A midi, nous découvrîmes pour la première fois de l’eau dans le lit de la rivière[60]. Nous avancions avec précaution pour ne pas effaroucher les sauriens, qui, au dire de mes compagnons, éventent l’homme avec une finesse d’odorat remarquable. Nous fîmes halte au milieu de l’oued, en plein fourré, car Othman regardait avec inquiétude du côté du plateau, où il soupçonnait la présence des Hoggar.

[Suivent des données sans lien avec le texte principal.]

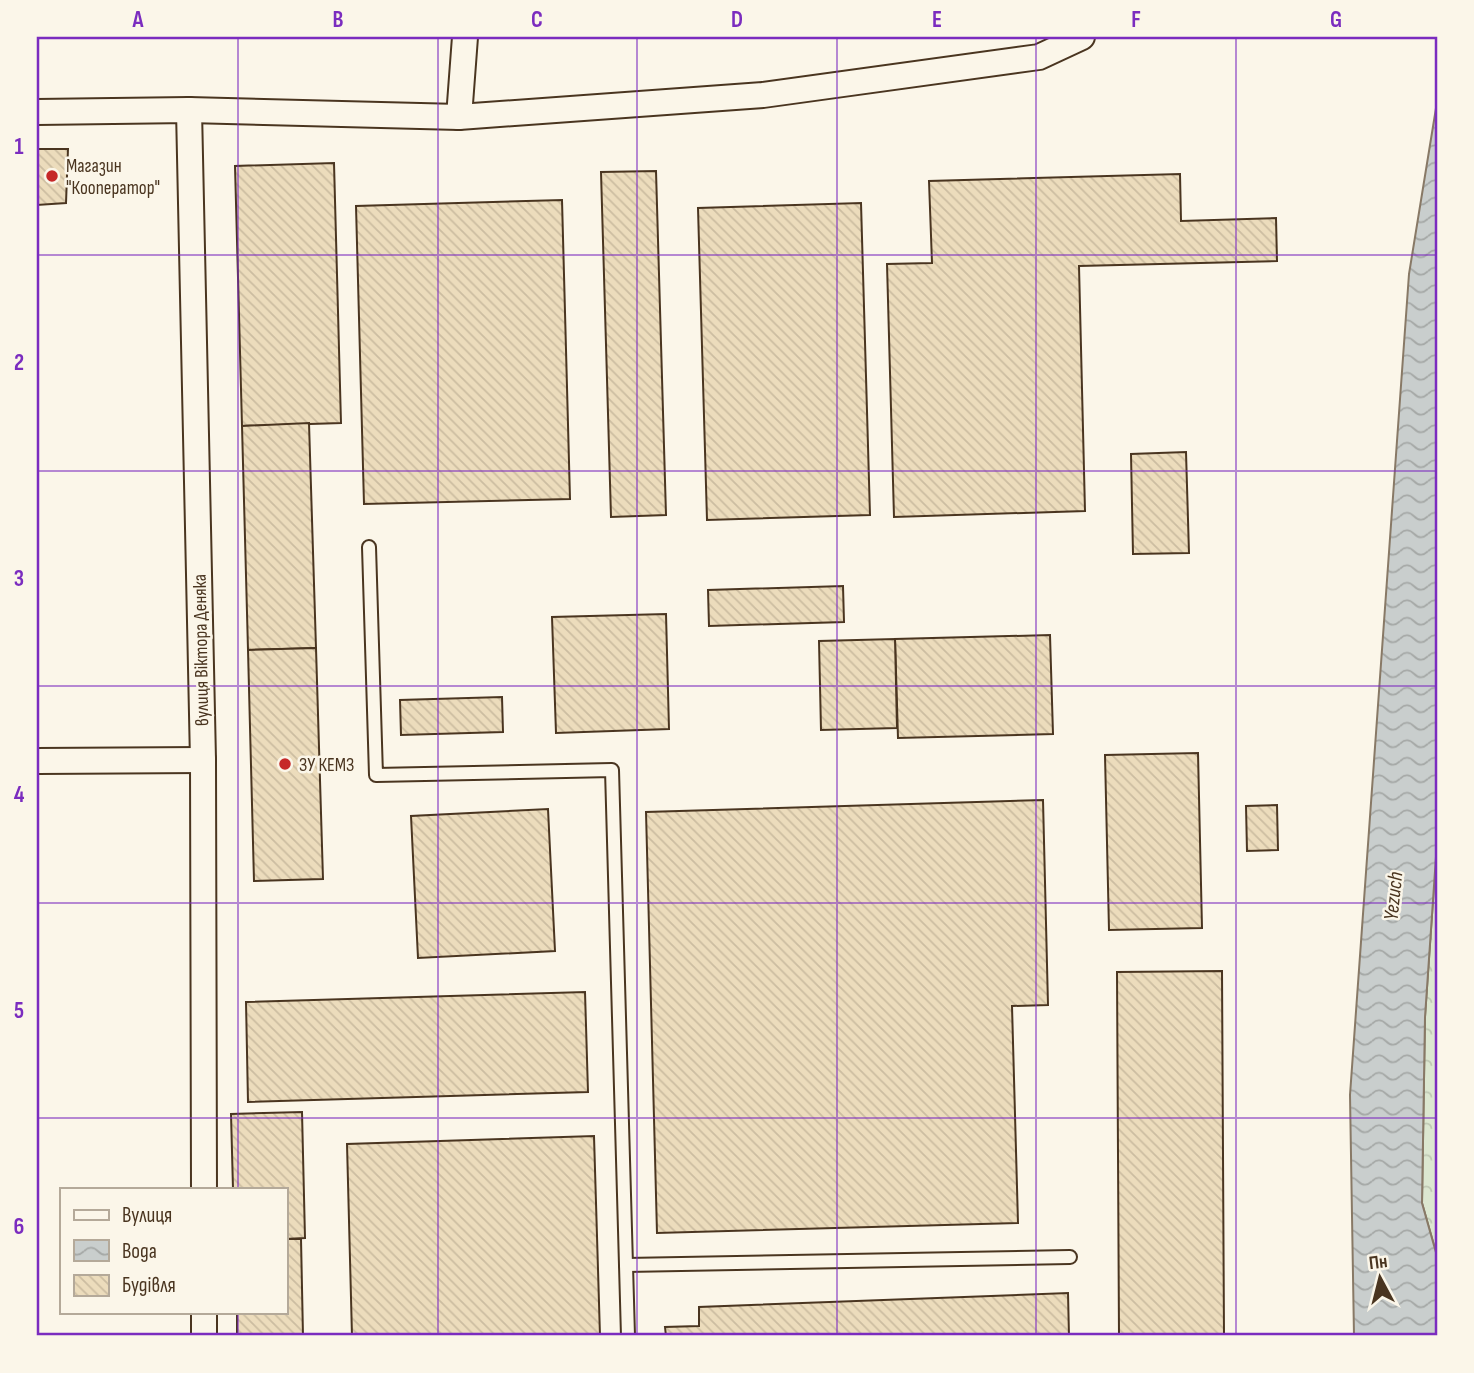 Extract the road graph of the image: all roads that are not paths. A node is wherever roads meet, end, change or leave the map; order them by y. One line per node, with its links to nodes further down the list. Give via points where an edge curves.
1 (465, 37): 5 (street)
2 (1082, 37): 5 (street, via 1039,57 763,95)
3 (189, 110): 4 (street); 5 (street); 7 (street, вулиця Віктора Деняка)
4 (37, 112)
5 (459, 117)
6 (369, 547): 11 (lane, via 376,775 611,771)
7 (203, 760): 8 (street); 9 (street, вулиця Віктора Деняка)
8 (37, 761)
9 (204, 1188)
10 (1070, 1257): 11 (lane)
11 (626, 1265): 14 (lane)
12 (204, 1314): 13 (street)
13 (204, 1336)
14 (628, 1336) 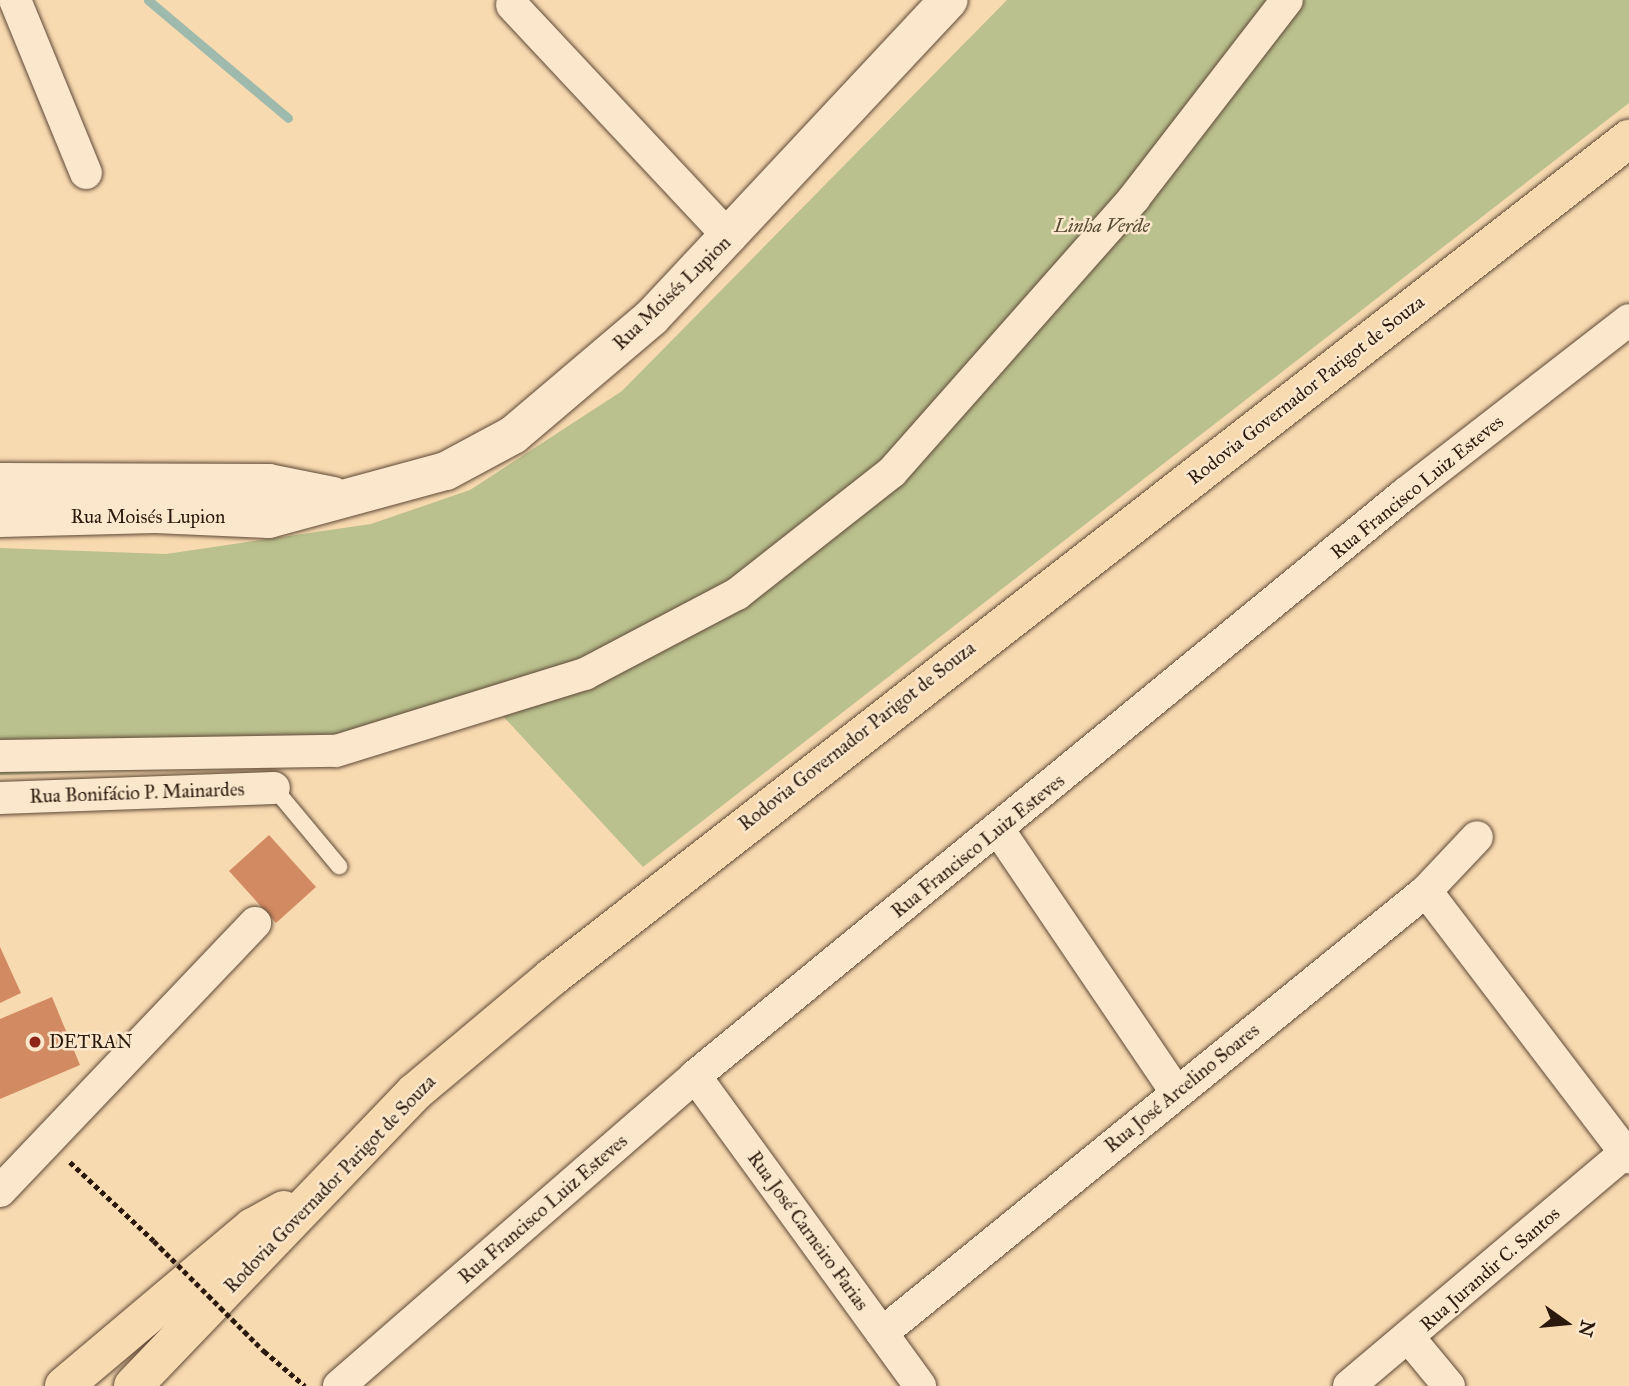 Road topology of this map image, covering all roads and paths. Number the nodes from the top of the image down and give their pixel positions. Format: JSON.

Nous allâmes à pied jusqu’au bas de la berge, à un endroit où le lit rocheux de l’ouadi conservait quelques grandes flaques d’eau. Je vis en effet tout autour de ces mares des traces nombreuses de pattes de crocodiles : elles étaient si nettement imprimées dans la vase, qu’on reconnaissait même les écailles dont la partie interne est revêtue. La patte de devant laisse une empreinte qui a presque la forme d’une étoile, tandis que celle de la patte postérieure ressemble assez à celle d’un pied d’enfant. Les trois orteils du côté externe n’ont pas laissé d’empreinte de griffes[61]. Au pied de la berge en surplomb s’ouvraient des galeries nombreuses où les monstres ont l’habitude de faire la sieste. Mais c’est en vain que les Touareg essayèrent de les chasser de leurs retraites à l’aide de longues perches. Je remontai plus haut jusqu’à une deuxième et à une troisième mare ; partout on trouvait des traces fraîches, mais les animaux restaient invisibles.

Il paraît qu’on trouve en amont des rhédir bien plus considérables, où se tiennent les plus grands crocodiles (les traces que j’ai vues sont celles d’animaux de 5 à 6 pieds).

Je fis l’impossible pour décider mes compagnons à avancer encore, pour arriver à en voir au moins un ; mais la crainte des Hoggar fut la plus forte, et les deux Touareg me pressaient de retourner en arrière. Ils ne voulurent même pas camper où nous étions, et cherchèrent un endroit plus caché, où les gens de la hamada ne pourraient pas nous apercevoir.

Bien que je n’aie donc pas réussi à voir un crocodile de mes yeux, leur présence dans la partie supérieure de l’oued Mihero ne peut faire de doute. Il n’y a pas de lac Mihero, car même ces mares plus considérables de l’amont, auxquelles les Touareg donnent le nom de bahar, ne sont pas autre chose que des creux du lit de la rivière, qui conservent toujours un peu d’eau. Les Touareg assurent formellement que l’oued ne s’élargit pas en bassin lacustre, et que l’eau est ainsi répartie le long de son parcours.

Les crocodiles se nourrissent des nombreux poissons que j’ai vus nager dans les mares. Après une longue pluie, les mares sont remplacées par un courant d’eau vive, qui amène les crocodiles à descendre en aval ; dès que les eaux baissent, ils se réfugient dans les cuvettes les plus profondes. On dit qu’il n’y a plus de crocodiles en amont d’Ahérer.

Le voyageur qui pourrait séjourner pendant quelque temps dans l’oued Mihero y trouverait certainement une faune et une flore bien plus riches que celle qu’on a coutume d’observer dans cette région[62].

2 novembre. — Nous quittons la verte rivière et nous reprenons la direction de l’est, ayant à gauche une ligne continue de montagnes, à droite la hamada et quelques collines. Nous suivons la rive droite de l’oued Nasaret, qui vient du flanc nord de la montagne du même nom. Nous faisons halte dans l’oued Tesorar, affluent de l’oued Tafelamine.

3 nov. — Nous croisons l’oued Igargar-Mellen, au point où il se détourne vers le nord. Peu après nous descendons dans une gorge profonde — une ramification de ce même oued — où nous sommes étonnés de trouver autant de verdure : toutes ces vallées encaissées sont infiniment plus fertiles que les couloirs superficiels toujours exposés au vent[63].

Ici l’amateltel[64] tapisse les parois de roc, et des bouquets de lauriers-roses tout couverts de fleurs alternent avec des telokat à baies comestibles (syconium), que je vois pour la première fois. Si l’on considère que je n’ai pu observer qu’en passant les plantes qui se trouvaient sur mon chemin, et que je n’en ai pas moins rencontré tant d’espèces nouvelles, quelles découvertes n’est-on pas en droit d’attendre de l’exploration méthodique de ce massif central du Sahara ! Puisse-t-il être bientôt possible de parcourir ces vallées en toute sécurité ! Mais en ce moment il nous faut passer en toute hâte, car l’ennemi peut paraître à tout moment.